If I’m right, though, Hegseth’s objectionable personal qualities and views are precisely what Trump’s movement is looking for, because they see them as signifiers of someone who is his own man who will not be cowed by anyone’s disapproval. And they value that more than any other quality, because without it they see no other virtue as possible.
Enjoyed reading this. Don't have time for a long response (and I doubt you want to read one). I would push back (?) and say that, if your hypothesis is right and today's self-professed Christians who are still enthusiastically supporting Trump are doing so for roughly the same reasons you outline in the piece, then they have merely substituted Nietzschean will-to-power for Christ crucified. That would not be "Christianity... deformed into something almost entirely unrecognizable" but something hostile to Christianity altogether. Maybe Linker argued that in his piece. I tried to read it but I haven't subscribed to his Stack just yet.

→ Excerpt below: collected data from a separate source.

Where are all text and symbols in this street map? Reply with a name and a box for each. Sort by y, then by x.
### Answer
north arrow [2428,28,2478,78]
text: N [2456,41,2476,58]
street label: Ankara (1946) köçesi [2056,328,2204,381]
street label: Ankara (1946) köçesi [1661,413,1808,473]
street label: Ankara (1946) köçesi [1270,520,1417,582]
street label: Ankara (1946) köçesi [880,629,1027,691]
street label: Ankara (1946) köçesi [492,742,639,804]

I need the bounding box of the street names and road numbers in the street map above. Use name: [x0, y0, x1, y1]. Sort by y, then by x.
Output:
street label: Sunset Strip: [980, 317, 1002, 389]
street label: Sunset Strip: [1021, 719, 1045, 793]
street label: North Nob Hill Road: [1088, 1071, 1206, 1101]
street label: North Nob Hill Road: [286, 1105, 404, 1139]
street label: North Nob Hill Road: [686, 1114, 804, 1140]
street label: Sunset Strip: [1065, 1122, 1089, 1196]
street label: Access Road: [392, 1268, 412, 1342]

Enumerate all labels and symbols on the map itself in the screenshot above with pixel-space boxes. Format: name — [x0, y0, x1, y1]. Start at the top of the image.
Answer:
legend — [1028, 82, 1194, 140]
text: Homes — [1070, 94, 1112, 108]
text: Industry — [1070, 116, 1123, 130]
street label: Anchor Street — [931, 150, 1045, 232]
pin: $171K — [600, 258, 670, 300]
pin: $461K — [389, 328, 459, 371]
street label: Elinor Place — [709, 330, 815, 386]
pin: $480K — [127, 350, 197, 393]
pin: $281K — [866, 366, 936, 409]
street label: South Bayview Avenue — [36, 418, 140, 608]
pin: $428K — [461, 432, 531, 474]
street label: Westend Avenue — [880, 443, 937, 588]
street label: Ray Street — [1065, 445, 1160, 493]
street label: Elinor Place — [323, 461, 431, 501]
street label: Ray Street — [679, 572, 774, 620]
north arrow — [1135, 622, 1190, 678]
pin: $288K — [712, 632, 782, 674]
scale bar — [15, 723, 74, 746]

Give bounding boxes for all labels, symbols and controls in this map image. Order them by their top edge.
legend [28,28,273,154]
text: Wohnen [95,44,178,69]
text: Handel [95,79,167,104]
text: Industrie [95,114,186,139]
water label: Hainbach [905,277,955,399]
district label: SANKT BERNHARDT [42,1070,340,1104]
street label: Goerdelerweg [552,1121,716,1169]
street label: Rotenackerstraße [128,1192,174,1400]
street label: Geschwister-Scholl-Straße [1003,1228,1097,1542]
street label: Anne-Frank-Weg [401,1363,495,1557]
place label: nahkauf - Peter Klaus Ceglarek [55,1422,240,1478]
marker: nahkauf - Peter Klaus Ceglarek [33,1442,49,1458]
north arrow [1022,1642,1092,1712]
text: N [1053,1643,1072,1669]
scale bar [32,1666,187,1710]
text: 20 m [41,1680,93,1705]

I'm a little grumpy about all of this though because I was raised Baptist/evangelical and my father, who raised me as such and was active duty in the military while I was growing up, has completely turned into a Fox News-obsessed Trump supporter, complete with the hat and a mug in his office that boasts of drinking "liberal tears." It's hard to read an attempt at dispassionate analysis of people you grew up around and used to respect when you're now bitterly cynical about it all.
Thank you for sharing as always.
Evangelical Christians' concern for the reestablishment of manliness strikes me as essentially prevarication, which you rightly suggested above. Re-enshrining historic, masculine virtues doesn't seem a wholly bad project in its proper place (it was the Apostle Paul who said to "act like men"). Lifting weights, firearm training, what have you, are certainly all fun. But these are not Christian first principles. I'm not sure they're secondary principles, either. It was Paul who counseled the Corinthians to the "more excellent way" -- the way of agapeic love. That extends up to and including enemies.